Kensington comprises the area along the southern edge of Hyde Park from Exhibition Road (where the big museum complex is) and the area to the west of the park bordered by leafy Holland Park Avenue on the north and traffic-heavy Cromwell Road on the south. This more westerly zone includes the satellite neighborhood of Holland Park, with its serenely grand villas and charming park, as well as local shopping mecca Kensington High Street and the antiques shops on Kensington Church Street.
The area's green lung is the 350-acre Hyde Park, an oasis offering rolling lawns, ancient trees, boating on a meandering lake, swimming, formal gardens, a playground, a leading contemporary art gallery, and even a palace.

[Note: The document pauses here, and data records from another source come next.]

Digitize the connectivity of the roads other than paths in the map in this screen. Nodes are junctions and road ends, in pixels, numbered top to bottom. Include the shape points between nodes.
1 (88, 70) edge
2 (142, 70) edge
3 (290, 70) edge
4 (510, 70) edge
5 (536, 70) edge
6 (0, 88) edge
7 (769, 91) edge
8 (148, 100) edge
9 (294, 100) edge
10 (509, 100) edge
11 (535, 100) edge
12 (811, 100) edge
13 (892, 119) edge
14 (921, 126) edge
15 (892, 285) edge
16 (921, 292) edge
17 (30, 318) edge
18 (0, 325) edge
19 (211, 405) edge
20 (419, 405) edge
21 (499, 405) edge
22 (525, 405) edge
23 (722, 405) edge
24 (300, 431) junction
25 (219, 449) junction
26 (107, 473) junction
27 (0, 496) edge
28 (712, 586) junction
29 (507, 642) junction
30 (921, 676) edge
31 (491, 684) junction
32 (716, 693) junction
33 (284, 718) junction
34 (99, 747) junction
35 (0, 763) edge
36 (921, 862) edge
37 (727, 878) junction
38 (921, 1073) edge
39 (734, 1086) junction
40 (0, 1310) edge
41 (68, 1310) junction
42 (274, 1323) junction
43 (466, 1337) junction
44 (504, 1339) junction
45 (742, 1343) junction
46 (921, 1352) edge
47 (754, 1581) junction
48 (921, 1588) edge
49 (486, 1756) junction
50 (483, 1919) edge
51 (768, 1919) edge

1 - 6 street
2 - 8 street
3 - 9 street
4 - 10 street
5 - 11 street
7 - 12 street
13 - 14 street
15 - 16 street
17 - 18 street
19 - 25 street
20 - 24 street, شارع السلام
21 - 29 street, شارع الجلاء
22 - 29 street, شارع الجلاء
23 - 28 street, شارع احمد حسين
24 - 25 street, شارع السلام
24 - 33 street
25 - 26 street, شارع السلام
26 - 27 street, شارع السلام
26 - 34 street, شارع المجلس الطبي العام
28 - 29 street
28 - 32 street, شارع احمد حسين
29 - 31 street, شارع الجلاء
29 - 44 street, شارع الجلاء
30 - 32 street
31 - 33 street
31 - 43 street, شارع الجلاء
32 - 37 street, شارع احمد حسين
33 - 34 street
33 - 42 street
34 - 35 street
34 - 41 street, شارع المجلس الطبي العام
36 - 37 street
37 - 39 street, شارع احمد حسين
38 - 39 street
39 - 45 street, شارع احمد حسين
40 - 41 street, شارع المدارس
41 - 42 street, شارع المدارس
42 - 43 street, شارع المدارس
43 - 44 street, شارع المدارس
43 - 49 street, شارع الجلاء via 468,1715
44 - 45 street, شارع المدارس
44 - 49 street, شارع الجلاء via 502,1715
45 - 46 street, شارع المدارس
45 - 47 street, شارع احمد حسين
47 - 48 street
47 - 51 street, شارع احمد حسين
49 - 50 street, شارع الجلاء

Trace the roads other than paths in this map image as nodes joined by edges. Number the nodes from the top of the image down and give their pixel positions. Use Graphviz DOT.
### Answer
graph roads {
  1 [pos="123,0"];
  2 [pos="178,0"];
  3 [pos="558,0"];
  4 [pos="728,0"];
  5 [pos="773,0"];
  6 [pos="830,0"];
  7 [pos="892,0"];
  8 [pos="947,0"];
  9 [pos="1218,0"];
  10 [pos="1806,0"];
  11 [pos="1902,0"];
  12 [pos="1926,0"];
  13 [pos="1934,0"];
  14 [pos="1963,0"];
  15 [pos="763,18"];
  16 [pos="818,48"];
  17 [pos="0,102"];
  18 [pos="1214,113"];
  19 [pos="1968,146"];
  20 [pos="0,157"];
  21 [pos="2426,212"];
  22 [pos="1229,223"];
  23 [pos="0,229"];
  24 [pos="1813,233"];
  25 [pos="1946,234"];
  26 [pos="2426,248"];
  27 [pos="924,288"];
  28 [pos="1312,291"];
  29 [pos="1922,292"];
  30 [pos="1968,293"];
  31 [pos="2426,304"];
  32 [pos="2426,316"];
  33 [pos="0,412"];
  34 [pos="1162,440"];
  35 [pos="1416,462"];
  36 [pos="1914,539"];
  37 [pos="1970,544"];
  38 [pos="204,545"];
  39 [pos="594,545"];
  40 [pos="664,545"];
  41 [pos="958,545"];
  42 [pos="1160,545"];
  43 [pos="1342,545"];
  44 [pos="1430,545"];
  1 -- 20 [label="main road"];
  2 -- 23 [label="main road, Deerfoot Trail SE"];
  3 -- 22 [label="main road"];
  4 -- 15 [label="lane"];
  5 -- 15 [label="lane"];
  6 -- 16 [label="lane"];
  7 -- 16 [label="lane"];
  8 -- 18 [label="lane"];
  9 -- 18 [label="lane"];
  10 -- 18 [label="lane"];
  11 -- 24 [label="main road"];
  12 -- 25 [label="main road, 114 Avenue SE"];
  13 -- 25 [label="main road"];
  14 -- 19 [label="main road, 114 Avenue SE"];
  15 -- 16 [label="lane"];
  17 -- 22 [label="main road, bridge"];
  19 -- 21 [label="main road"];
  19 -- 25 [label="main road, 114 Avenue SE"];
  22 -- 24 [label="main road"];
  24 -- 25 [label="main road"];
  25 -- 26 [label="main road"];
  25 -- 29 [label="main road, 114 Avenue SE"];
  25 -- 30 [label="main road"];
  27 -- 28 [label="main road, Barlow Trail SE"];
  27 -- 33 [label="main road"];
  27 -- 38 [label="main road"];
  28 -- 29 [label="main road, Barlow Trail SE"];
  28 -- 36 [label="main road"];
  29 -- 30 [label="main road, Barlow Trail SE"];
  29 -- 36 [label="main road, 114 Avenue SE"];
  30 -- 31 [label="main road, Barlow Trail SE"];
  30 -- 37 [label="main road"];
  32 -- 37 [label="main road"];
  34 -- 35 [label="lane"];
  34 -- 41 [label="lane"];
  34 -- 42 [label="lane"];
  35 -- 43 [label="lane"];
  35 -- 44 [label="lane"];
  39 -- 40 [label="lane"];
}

Kensington’s first royal connection was created when King William III became fed up with the dampness arising from the Thames, so he bought a country place there in 1689 and converted it into Kensington Palace. Surrounding the palace are the formal Kensington Gardens, originally laid out in the 17th century by William III. Also part of the Gardens is the children's playground dedicated to Diana, Princess of Wales, and, to the north (Bayswater) side, the Italian Gardens, an ornamental water garden with four main fountains, originally proposed by Queen Victoria's consort, Prince Albert and modeled on the gardens he introduced at Osborne House. The profits from the Great Exhibition of 1851, organized by Prince Albert, were used, at Albert's urging, to buy the land which became the site of a complex of colleges and museums that would eventually include the Victoria & Albert Museum (V&A), the Science Museum, and the Natural History Museum. Posthumous tributes to the prince in the area include the Royal Albert Hall, with bas-reliefs that make it resemble a giant, redbrick Wedgwood teapot, and the small but lavish Albert Memorial.
Turn into Derry Street or Young Street and enter Kensington Square, one of the most complete 17th-century residential squares in London. 18 Stafford Terrace, the perfectly preserved family home of a well-to-do, aesthetically inclined Victorian household, is nearby.